# Alternativas para PIDGIN como IM ?

## alexertech

Hola a todos (de nuevo)!

Estuve revisando el foro buscando por alternativas para el pidgin, y en la mayoría de los casos pues termina todo en Kopete. Quisiera saber si alguien conoce una alternativa a PIDGIN que no sea AMSN o Kopete.

Por ahí he leído que Pidgin se queda corto contra otros mensajeros pero no leo nombres para saber cuales y probarlo.
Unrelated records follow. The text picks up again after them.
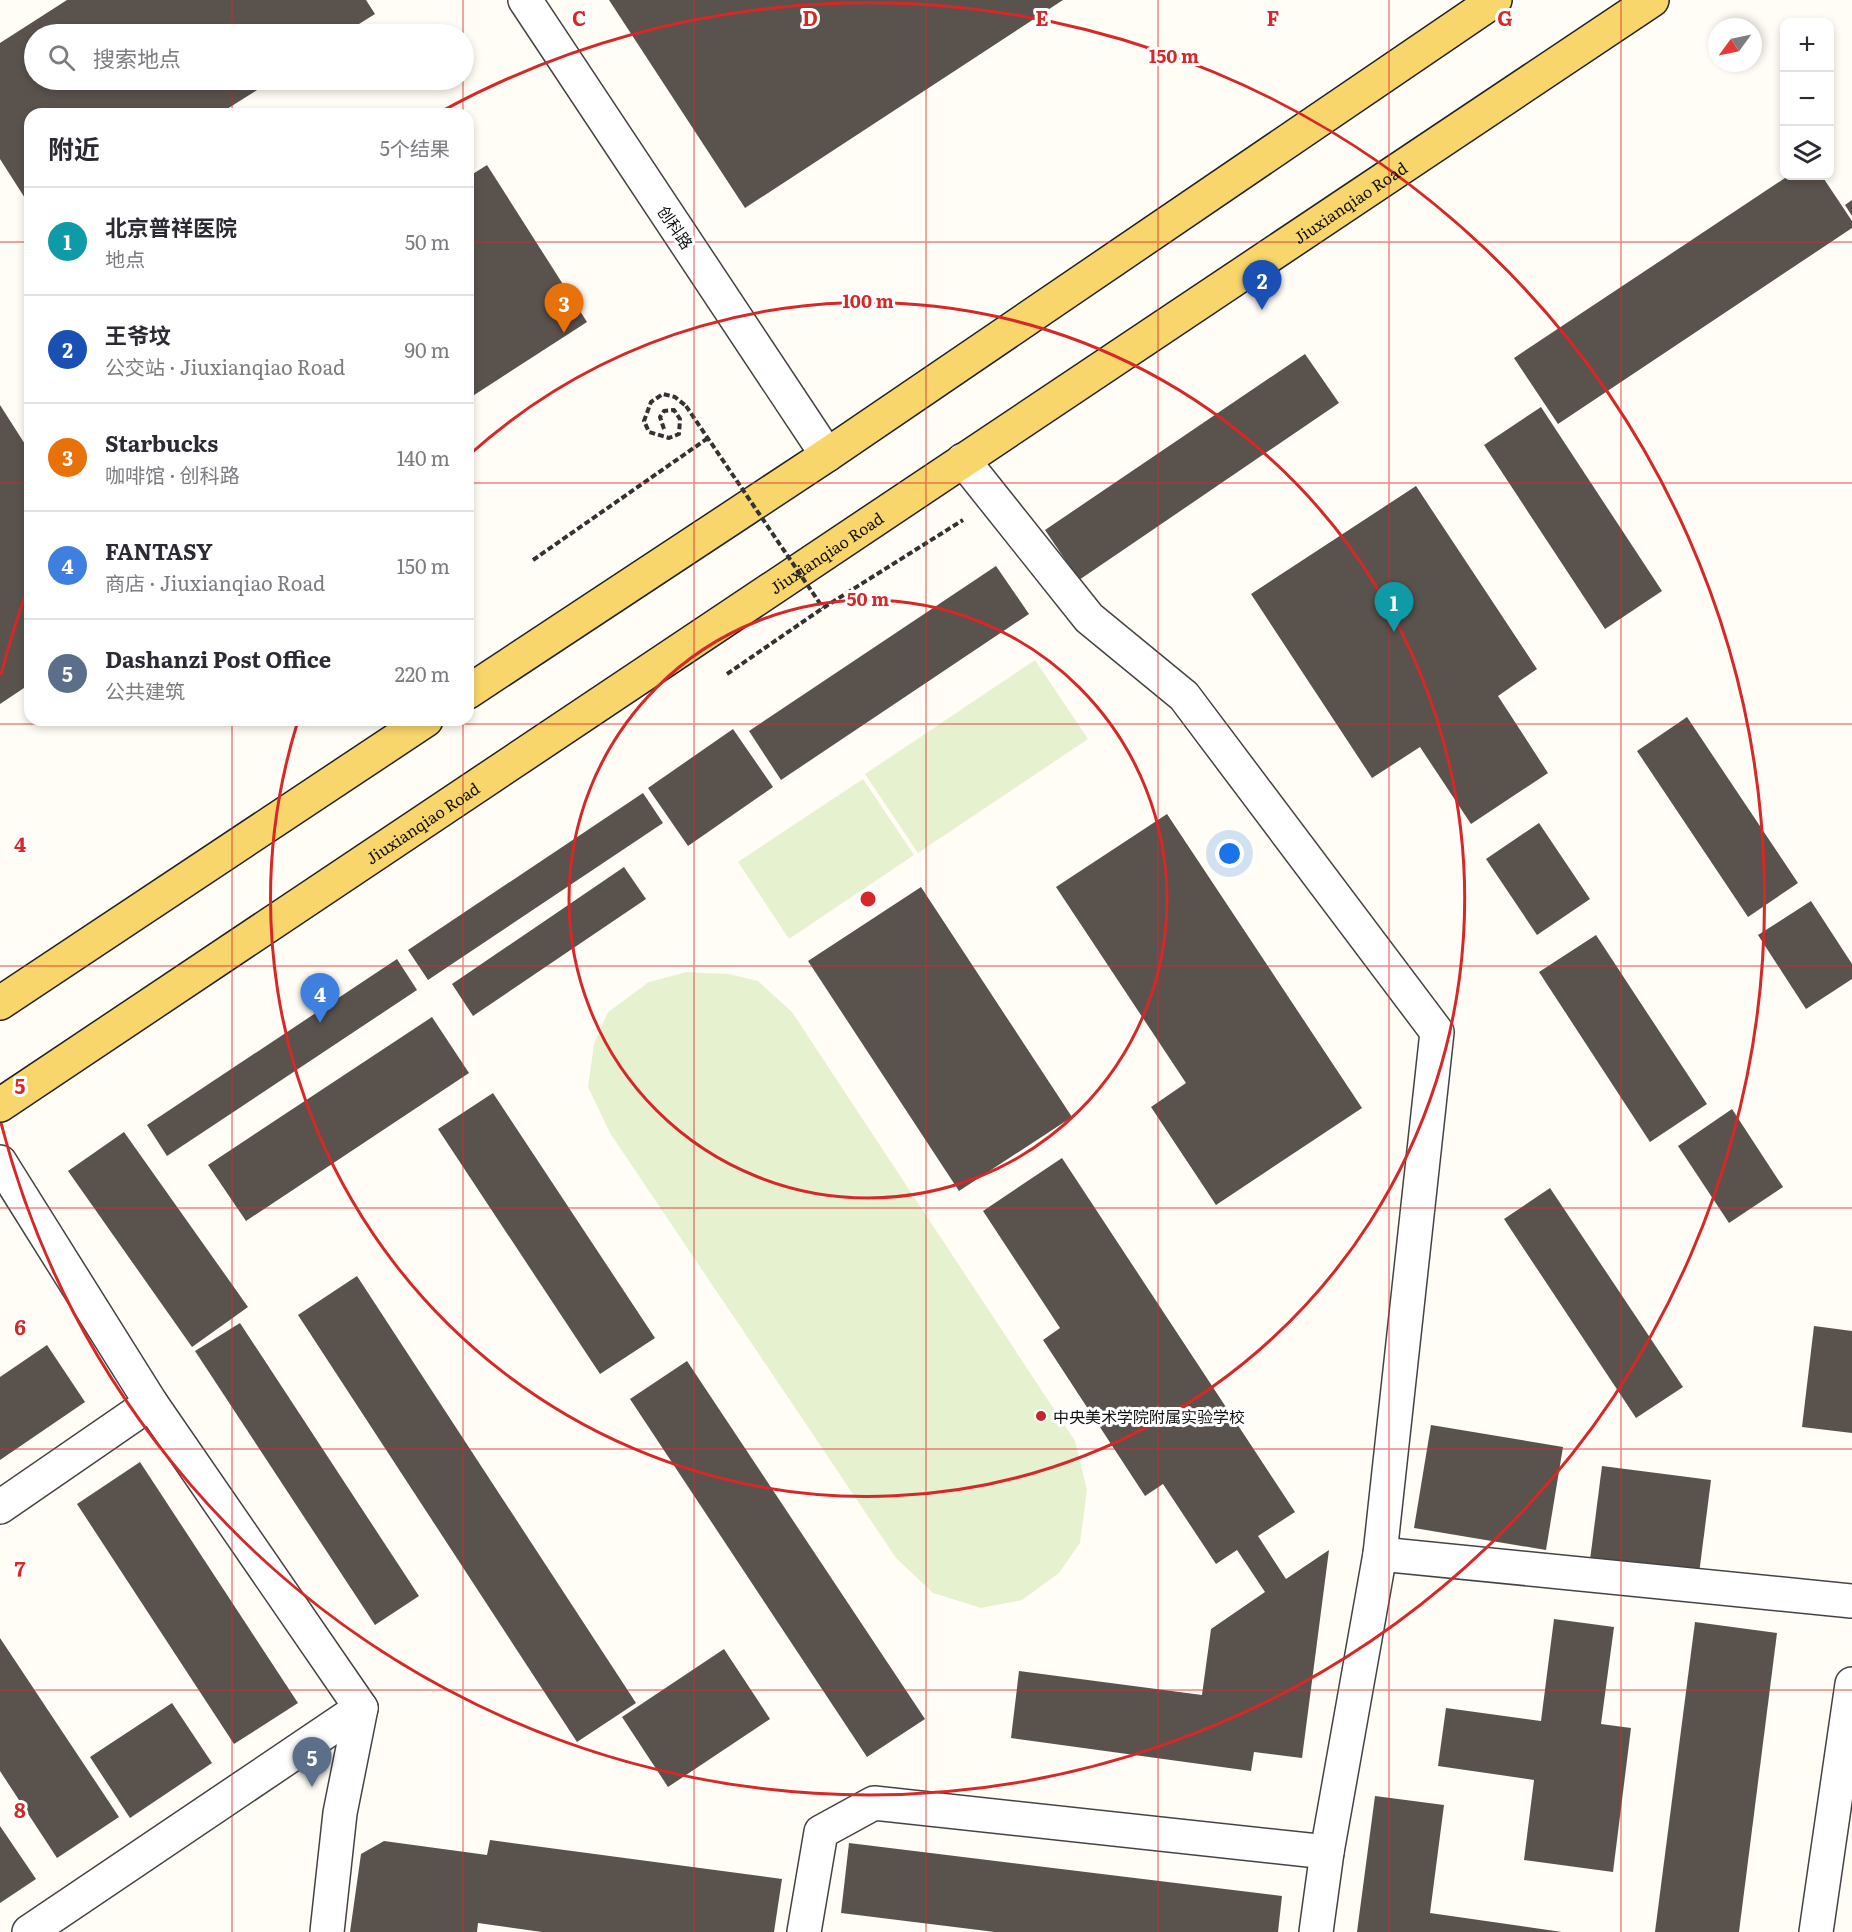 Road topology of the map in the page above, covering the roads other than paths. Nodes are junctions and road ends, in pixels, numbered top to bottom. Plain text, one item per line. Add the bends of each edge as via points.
1 (525, 0) edge
2 (1495, 0) edge
3 (1652, 0) edge
4 (827, 454) junction
5 (963, 460) junction
6 (474, 688) edge
7 (417, 726) edge
8 (0, 1002) edge
9 (0, 1105) edge
10 (0, 1162) edge
11 (151, 1404) junction
12 (0, 1507) edge
13 (1380, 1554) junction
14 (1852, 1601) edge
15 (1852, 1684) edge
16 (361, 1708) junction
17 (1327, 1852) junction
18 (29, 1932) edge
19 (327, 1932) edge
20 (804, 1932) edge
21 (1316, 1932) edge
22 (1816, 1932) edge

1 - 4 street, 创科路
2 - 4 main road
3 - 5 main road, Jiuxianqiao Road
4 - 6 main road
5 - 9 main road, Jiuxianqiao Road
5 - 13 street via 1089,618 1184,696 1437,1032
7 - 8 main road
10 - 11 street
11 - 12 street
11 - 16 street
13 - 14 street
13 - 17 street
15 - 22 street
16 - 18 street
16 - 19 street via 340,1813
17 - 20 street via 874,1803 821,1832
17 - 21 street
Yo utilizo mucho Jabber, MSN, Yahoo, GoogleTalk, por lo que pidgin hasta ahora me ha resultado ideal, limitado pero ideal. Quisiera saber si hay alguna mejor opción.

Que me sugieren ?

Gracias de antemano  :Very Happy: !

----------

## xSober

puedes probar Mercury

http://www.mercury.im/

esta escrito en java, es muy configurable, aunque lo unico malo es que no es open source....

en el foro de la pagina hay un ebuild para gentoo aunque para probarlo basta con descargar el tar.gz para linux. descomprimirlo en algun lado y ejecutar el script de inicio que trae.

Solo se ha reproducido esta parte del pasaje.